Quinta-feira, 1 de Novembro de 2001
Os ecos do Vietnam

R. W. APPLE JR.

The New York Times

WASHINGTON - Como espectro maldito de um passado infeliz, a agourenta palavra ''atoleiro'' começou a freqüentar as conversas das autoridades governamentais e dos estudantes de política internacional, nos EUA e no exterior. O Afeganistão pode se tornar outro Vietnam? Os Estados Unidos estão ante outro beco sem saída, no outro lado do mundo? Três semanas após o início do combate, as perguntas podem ser prematuras. Mas não são irracionais, dadas as cicatrizes deixadas na psique nacional pela derrota no Sudeste asiático.

Apesar de todas as diferenças entre os dois conflitos, são inevitáveis os ecos do Vietnam. Ontem, o secretário da Defesa, Donald Rumsfeld, revelou que forças militares americanas estão operando no Norte do Afeganistão, fazendo ligação com ''um número limitado de vários elementos da oposição''.

Seu papel é suspeitosamente parecido com os dos assessores enviados ao Vietnam no início da década de 1960, embora Rumsfeld tenha se esforçado para dizer das forças antitalibãs: ''Nós não vamos mandar algumas pessoas para lhes dizer que devem virar à direita, à esquerda, ir mais devagar ou mais depressa''. Na verdade, os assessores do Vietnam foram descritos mais ou menos nos mesmos termos, e o governo da época negou peremptoriamente que eles fossem um prelúdio das tropas americanas de combate.

Sinais - A guerra no Afeganistão tem decorrido menos suavemente do que muitos esperavam. E os sinais de avanço são escassos. Há uma semana, o Pentágono disse que a capacidade militar dos dirigentes talibãs no Afeganistão tinha sido arrasada pelos bombardeios aliados. Agora, algumas autoridades descrevem esses líderes como ''personagens duros'' que continuam na luta.
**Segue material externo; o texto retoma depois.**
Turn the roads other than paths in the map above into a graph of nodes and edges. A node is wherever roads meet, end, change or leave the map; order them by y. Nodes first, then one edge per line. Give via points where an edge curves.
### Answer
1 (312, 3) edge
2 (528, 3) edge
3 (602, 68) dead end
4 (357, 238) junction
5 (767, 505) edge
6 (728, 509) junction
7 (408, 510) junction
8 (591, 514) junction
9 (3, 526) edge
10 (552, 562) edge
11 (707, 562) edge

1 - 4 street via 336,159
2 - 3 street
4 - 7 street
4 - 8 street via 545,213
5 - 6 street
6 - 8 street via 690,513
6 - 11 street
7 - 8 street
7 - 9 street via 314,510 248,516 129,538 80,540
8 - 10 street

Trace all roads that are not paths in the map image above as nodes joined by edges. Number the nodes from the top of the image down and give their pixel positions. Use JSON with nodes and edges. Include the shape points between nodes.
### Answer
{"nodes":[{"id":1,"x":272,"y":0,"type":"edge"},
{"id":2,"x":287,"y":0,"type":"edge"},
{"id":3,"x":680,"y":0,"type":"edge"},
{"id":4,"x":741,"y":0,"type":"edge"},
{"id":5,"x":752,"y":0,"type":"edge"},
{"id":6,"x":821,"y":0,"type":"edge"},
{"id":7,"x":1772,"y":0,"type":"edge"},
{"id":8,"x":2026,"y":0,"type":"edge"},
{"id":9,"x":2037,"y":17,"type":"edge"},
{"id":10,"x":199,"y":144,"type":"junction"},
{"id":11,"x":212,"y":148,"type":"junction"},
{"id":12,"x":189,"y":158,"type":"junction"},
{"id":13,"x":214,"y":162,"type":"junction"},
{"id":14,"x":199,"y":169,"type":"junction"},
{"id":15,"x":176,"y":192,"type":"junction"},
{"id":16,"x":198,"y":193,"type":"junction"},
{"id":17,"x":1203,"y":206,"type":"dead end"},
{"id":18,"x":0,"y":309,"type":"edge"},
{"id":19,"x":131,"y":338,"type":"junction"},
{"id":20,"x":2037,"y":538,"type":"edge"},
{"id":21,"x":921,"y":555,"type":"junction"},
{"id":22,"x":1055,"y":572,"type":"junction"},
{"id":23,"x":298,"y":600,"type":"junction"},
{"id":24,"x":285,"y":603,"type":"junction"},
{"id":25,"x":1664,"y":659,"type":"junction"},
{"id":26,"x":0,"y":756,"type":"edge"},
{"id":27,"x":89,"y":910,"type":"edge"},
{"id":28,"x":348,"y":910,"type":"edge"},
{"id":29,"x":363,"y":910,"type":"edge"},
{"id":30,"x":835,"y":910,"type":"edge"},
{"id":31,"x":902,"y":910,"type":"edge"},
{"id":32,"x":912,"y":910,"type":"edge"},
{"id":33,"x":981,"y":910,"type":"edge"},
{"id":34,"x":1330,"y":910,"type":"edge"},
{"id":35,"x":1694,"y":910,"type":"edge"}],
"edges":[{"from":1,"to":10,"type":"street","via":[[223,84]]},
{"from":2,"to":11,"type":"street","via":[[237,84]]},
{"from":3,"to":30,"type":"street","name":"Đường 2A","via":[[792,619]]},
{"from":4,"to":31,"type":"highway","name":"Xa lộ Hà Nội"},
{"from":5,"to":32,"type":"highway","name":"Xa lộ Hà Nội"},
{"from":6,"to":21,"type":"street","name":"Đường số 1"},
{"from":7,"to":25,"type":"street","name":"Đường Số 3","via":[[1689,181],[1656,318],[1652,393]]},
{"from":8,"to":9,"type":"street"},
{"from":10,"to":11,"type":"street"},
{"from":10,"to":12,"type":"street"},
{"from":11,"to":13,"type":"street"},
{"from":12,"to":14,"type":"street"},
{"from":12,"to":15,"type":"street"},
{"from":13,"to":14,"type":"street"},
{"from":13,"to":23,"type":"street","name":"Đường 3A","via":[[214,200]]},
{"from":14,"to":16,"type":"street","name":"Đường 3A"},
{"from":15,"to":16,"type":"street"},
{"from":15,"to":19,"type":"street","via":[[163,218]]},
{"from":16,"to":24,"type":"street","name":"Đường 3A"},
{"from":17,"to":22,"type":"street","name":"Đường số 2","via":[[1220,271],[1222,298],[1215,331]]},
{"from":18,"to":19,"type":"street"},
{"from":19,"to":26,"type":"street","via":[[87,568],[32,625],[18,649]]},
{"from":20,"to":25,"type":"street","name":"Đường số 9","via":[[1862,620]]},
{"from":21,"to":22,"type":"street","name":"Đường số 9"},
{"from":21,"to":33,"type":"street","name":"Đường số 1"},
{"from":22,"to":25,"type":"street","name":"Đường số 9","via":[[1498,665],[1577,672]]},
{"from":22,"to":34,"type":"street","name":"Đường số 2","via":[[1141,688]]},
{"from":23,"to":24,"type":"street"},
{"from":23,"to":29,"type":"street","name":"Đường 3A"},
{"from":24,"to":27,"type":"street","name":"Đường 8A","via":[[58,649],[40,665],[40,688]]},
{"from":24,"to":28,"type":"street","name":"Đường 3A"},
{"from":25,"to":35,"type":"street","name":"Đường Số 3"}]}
A Aliança do Norte, cujos generais apregoaram durante semanas que estava a ponto de tomar a importante cidade de Mazar-i-Sharif, não conseguiu fazê-lo. Nem seus tanques fizeram qualquer progresso rumo a Cabul, a capital. Abdul Haq, o soldado afegão que muitos achavam que ia unificar as facções antitalibãs, foi capturado e morto por seus inimigos assim que voltou ao país.

Vozes influentes começaram a clamar por algo mais do que bombardeios, forças especiais e ação secreta. Colunistas conservadores como Charles Krauthammer e William Kristol criticam o governo por tentar - segundo palavras de Kristol - travar uma guerra com ''meias medidas''.

Imperativo - Obviamente, os ataques terroristas em Nova York e Washington, como numerosas mortes de americanos, dariam a qualquer decisão dos EUA de despachar forças terrestres uma espécie de imperativo moral que o envolvimento americano no Vietnam não teve.

No Afeganistão, o terreno poderia ser, em alguns aspectos, mais favorável aos EUA do que no Vietnam. Os tanques podem desempenhar um papel mais importante, por exemplo. Mas a União Soviética, com bons tanques em grande número, foi imobilizada e depois derrotada por forças rebeldes afegãs.

Finalmente, no Afeganistão como no Vietnam do Sul, há uma grande pergunta sobre quem governaria se os EUA vencessem o inimigo. Washington nunca resolveu satisfatoriamente esse problema após o assassinato de Ngo Dinh Diem, em 1963, e provavelmente não será muito mais fácil resolvê-lo no Afeganistão, país propenso competições caóticas entre muitas tribos e facções.